Refrain from taking life
This one seems obvious, but it means more than not killing other humans; it includes all sentient beings. It also covers refraining from getting others to kill on your behalf.
For me this goes much further than just killing. I personally believe it covers not eating meat, mindlessly killing insects, picking flowers and cutting trees. It means being mindful of all of Mother Nature’s inhabitants and their contributions to our ecosystem. I believe we should reflect before we chop down a tree, pick a flower or squash a bug. Remember, all actions have consequences, some may be seen and others unseen, but there will be a consequence somewhere down the line.
Everything on our planet has an intention for living, being peaceful, happy and not suffering and their lives are just as crucial as our own when it comes to maintaining our world.
This precept, for me, means not causing harm to humans, animals, plants and all other living things.
It is talking about intentional killing and not unintentional killing. It is impossible to go through life without unintentionally killing things. If you go for a pleasant walk across some fields, you will be unintentionally killing small insects.
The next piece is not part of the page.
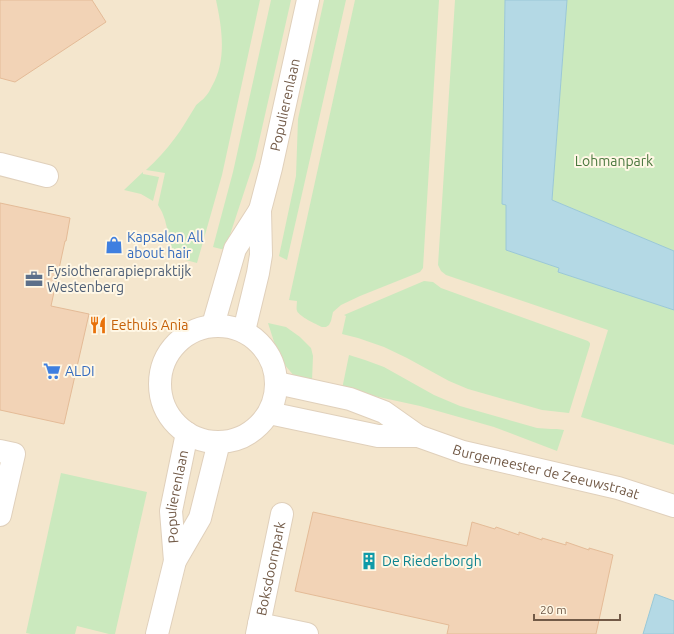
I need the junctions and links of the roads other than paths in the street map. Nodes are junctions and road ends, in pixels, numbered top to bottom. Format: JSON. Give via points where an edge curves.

Your intention was to go for a walk, it wasn’t to kill insects, so this precept is not talking about that. Having said that, we must be careful wherever we walk and make sure we don’t mindlessly step on insects.
On a personal note, this precept is talking about not killing or harming things, and so I find it hard to accept the fact that we are breeding animals, keeping them captive and then killing them for food. Eating meat and adhering to this precept are not compatible. I understand this precept is a guideline and not a commandment, but I would ask you to please spare the animal a thought and try to work towards becoming a vegetarian or vegan.
Refrain from false speech
Words hold power and using them carelessly can cause destruction. Do not say anything until you mentally confirm it to be true, helpful and kind. Don’t gossip, exaggerate or lie. Instead, practice responsible honesty with only good intentions. Dedicate yourself to loyalty and share only useful and credible news and information.
Once we have lied to someone, we invariably have to tell another lie to cover the first one, and then another, and another, until we have created a web of lies. Before we know it, we have unwittingly become a liar and that is a label that is difficult to shake off.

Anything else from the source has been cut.